Labor informality in Latin America has become entrenched in 2025 as a drag that slows improvements in living conditions across most countries in the region, a reality felt particularly strongly in Colombia. Despite the fact that some economies have achieved levels of economic growth and reduced unemployment following the global crisis of the past decade, job quality remains fragile.
In many cases, job creation does not translate into access to social security, stability, or legal protection, and half or more of the workforce remains outside formal employment. This trend deepens the vulnerability of millions of households and limits states’ ability to finance social welfare systems.
Among the most recent data from 2025, informality continues to stand out as a structural feature of the Latin American labor market. According to international estimates, around 51,1% of workers in the region are in informal conditions — four points lower than in Colombia — a share that, while slightly lower than in previous years, still points to a persistent and widespread problem.
The phenomenon is cross-cutting, affecting both emerging economies and countries with higher levels of development, and is particularly acute in sectors such as agriculture, retail trade, and low-skilled services. This pattern not only undermines workers’ ability to achieve a decent standard of living but also erodes overall economic productivity and limits the potential for sustainable growth.
Informal employment rates in Latin America and Colombia in 2025
In Colombia, informality remained the main weak point behind otherwise strong economic figures, with levels noticeably higher than those of its regional peers throughout 2025. Official data place the informality rate at around 55.4% at year-end, meaning that more than half of workers do not have a formal job that includes a contract, social security contributions, or labor benefits.
Although some data suggest there was a slight reduction during certain periods of the year, the prevalence of informal jobs remained very high, even as the country reported a record in job creation, with unemployment rates at lows not seen in two decades. Nevertheless, more than six out of every 10 new jobs created during that period corresponded to informal activities, exposing the weakness of labor formalization in the face of quantitative employment growth.

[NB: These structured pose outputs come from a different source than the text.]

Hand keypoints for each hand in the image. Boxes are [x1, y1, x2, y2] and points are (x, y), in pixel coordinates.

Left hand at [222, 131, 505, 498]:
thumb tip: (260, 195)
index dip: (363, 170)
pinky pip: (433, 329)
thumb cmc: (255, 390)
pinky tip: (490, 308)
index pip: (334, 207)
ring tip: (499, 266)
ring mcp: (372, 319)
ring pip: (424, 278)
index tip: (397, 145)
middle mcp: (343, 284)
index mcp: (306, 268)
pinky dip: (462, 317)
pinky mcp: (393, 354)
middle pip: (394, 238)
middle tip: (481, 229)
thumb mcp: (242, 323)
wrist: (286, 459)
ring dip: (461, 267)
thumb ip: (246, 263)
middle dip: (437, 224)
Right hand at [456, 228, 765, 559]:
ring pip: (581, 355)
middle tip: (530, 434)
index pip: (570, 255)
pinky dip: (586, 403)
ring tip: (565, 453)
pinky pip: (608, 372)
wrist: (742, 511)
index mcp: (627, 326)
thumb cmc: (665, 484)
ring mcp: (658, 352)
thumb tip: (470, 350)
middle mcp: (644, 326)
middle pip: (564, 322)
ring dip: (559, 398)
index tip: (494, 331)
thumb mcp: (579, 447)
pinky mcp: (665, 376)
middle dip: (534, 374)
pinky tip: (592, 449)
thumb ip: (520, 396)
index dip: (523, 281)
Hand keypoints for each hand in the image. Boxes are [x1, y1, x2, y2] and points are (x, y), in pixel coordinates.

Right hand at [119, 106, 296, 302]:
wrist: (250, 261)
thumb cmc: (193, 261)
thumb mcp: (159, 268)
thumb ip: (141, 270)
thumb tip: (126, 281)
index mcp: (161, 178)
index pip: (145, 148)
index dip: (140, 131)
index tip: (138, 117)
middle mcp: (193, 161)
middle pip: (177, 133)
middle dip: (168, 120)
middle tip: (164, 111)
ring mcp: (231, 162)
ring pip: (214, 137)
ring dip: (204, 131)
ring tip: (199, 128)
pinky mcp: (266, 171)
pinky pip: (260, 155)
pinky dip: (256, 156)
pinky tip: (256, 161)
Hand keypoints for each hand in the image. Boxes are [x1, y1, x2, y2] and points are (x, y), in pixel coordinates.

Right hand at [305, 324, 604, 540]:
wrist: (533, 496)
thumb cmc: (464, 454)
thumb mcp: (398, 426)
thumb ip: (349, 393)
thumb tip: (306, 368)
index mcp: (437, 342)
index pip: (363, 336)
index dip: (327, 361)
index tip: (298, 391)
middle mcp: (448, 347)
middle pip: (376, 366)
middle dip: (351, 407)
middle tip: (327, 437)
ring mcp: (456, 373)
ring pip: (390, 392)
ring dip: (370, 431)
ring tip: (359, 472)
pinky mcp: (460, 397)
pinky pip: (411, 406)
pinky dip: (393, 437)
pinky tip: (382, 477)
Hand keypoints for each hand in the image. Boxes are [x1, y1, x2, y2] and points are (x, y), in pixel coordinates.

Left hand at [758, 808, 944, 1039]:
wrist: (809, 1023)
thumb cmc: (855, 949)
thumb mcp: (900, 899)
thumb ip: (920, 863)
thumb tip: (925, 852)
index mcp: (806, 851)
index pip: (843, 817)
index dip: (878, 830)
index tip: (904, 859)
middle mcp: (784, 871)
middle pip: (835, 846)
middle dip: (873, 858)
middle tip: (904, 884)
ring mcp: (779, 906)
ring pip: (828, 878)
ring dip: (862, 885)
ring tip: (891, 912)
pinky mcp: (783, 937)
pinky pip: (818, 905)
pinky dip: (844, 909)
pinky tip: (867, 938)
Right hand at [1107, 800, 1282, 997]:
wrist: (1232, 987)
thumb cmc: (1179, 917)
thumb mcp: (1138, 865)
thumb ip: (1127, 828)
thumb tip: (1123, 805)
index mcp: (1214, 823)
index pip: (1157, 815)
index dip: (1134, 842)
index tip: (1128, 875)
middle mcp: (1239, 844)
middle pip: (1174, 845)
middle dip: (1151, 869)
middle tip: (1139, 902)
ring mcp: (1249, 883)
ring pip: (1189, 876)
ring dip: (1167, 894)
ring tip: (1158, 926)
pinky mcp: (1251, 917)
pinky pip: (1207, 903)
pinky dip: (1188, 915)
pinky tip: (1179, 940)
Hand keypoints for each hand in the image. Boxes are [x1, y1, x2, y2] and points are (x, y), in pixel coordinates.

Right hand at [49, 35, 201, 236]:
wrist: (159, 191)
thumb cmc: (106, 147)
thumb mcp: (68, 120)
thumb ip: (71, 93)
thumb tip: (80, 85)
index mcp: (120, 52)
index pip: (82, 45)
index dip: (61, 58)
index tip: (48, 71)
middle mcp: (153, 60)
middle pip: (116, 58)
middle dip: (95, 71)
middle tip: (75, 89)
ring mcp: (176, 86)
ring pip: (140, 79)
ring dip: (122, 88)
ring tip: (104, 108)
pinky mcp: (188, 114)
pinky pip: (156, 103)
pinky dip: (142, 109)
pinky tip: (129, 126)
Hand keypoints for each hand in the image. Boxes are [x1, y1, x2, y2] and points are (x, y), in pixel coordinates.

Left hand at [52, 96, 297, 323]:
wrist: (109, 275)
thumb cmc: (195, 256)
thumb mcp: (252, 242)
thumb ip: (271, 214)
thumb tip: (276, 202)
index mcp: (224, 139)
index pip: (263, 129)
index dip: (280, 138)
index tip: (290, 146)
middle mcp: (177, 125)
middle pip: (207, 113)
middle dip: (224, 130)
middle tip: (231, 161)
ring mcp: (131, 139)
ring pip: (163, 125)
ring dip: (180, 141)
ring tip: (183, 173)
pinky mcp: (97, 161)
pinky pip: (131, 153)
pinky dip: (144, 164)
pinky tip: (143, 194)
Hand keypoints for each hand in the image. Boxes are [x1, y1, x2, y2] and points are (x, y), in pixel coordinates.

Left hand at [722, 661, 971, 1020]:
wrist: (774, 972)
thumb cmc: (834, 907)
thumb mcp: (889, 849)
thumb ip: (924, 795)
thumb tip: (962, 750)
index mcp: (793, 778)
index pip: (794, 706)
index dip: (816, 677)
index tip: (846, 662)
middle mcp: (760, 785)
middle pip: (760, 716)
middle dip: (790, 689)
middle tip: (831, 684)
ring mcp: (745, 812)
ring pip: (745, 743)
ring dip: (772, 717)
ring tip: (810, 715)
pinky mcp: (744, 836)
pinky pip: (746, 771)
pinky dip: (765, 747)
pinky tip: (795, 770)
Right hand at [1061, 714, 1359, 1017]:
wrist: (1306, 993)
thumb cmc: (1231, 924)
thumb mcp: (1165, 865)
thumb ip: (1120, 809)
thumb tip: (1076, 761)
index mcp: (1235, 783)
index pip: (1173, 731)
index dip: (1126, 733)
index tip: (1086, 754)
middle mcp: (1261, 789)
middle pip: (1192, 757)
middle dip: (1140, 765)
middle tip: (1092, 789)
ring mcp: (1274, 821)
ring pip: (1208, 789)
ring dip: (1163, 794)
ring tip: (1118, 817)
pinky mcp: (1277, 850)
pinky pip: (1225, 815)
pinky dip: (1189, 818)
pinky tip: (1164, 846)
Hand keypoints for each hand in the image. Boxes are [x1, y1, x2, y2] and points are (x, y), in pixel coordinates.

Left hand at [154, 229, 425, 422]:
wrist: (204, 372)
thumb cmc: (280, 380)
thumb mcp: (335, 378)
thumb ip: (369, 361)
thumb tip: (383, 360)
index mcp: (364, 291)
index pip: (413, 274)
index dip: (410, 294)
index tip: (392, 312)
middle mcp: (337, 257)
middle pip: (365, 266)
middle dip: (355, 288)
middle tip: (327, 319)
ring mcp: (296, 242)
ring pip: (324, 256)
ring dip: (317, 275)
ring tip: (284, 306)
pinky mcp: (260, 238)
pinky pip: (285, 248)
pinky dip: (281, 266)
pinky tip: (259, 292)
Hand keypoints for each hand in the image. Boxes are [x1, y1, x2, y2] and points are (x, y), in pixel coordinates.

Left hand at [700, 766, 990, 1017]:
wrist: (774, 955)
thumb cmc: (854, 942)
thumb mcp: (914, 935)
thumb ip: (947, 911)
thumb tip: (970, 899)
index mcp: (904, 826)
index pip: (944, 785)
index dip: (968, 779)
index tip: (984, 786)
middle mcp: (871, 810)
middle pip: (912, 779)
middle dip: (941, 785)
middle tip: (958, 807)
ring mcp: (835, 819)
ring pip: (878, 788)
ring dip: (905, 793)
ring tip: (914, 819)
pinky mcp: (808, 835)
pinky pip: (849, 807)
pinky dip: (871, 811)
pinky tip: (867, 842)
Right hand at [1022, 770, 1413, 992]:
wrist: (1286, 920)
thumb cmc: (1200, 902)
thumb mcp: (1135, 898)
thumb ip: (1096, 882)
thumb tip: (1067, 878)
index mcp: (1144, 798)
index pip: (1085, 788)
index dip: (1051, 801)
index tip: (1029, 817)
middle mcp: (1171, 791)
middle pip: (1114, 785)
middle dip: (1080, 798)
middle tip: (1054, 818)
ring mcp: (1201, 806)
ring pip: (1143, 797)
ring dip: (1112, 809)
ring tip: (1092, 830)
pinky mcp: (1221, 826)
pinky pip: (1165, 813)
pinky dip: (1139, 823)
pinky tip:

The impact of this situation directly affects citizens’ lives. Informality erodes the social protection of millions of people and conditions their access to health services, pensions, and other safety nets. In rural areas, the situation worsens: In the most isolated parts of the countryside, labor informality exceeds 80%, leaving workers without minimum guarantees in the face of economic or health contingencies.
The profile of informal employment in Colombia is heterogeneous, but two major groups predominate: Self-employed workers and those employed in microenterprises. The former represents a significant share of the workforce and, while it may offer flexibility, often lacks stability and social protection. Microenterprises, for their part, face significant barriers to formalization due to the costs associated with formal hiring, reinforcing a vicious cycle of labor precarity.
This combination of structural factors fuels the persistence of informality and limits the impact of initiatives aimed at promoting quality jobs.
¿Qué está pasando en el empleo en América Latina y el Caribe?
📈 +4,4 millones de empleos (2024–2025)
⚠️ 51,1% del empleo sigue siendo informal
👥 Desempleo juvenil: 11,9% (vs. 4,3% en adultos)Datos del informe Tendencias Sociales y del Empleo 2026 👉https://t.co/53Of2S6axB pic.twitter.com/LBJBv4sTzS
— OIT Américas (@OITAmericas) January 16, 2026
Regional comparison: timid advances and deep inequalities
At the regional level, informality has also remained a central problem in Latin America’s labor market. Although eight points below Colombia’s reality, the average rate of approximately 51% in Latin America reveals that nearly one in two workers operates outside the formal employment framework.
While this figure reflects — as in Colombia — a slight improvement compared with previous years, the scale of the problem remains enormous and points to structural obstacles that transcend national borders. Informality is higher in Andean and Central American countries, where it can approach or exceed 70%, while in nations such as Chile or Uruguay, levels are considerably lower, close to 25%.
These differences illustrate how public policies, the level of development of labor institutions, and economic conditions directly influence countries’ ability to integrate workers into formal employment.
The persistent weight of informality in Latin America also reflects the weakness of social protection policies and the limited capacity of states to offer viable alternatives to workers excluded from the formal market.
The lack of effective incentives for micro- and small-sized enterprises to hire formally, combined with administrative barriers and high formalization costs, reinforces labor precarity. In addition, gender gaps and inequalities between urban and rural areas intensify the problem, making certain groups, such as women and young people, more vulnerable to remaining in informal jobs with low incomes and without full labor rights.
The stagnation of labor informality constitutes one of the main obstacles to improving living conditions in Colombia and across Latin America. The persistence of high levels of informal employment limits workers’ ability to access social benefits, reduces state tax revenues, and perpetuates the economic vulnerability of broad segments of the population.
Against this backdrop, experts and international organizations insist on the need for structural reforms that promote formalization, reduce administrative burdens for businesses, and strengthen social protection systems, to transform economic growth into decent and sustainable employment opportunities.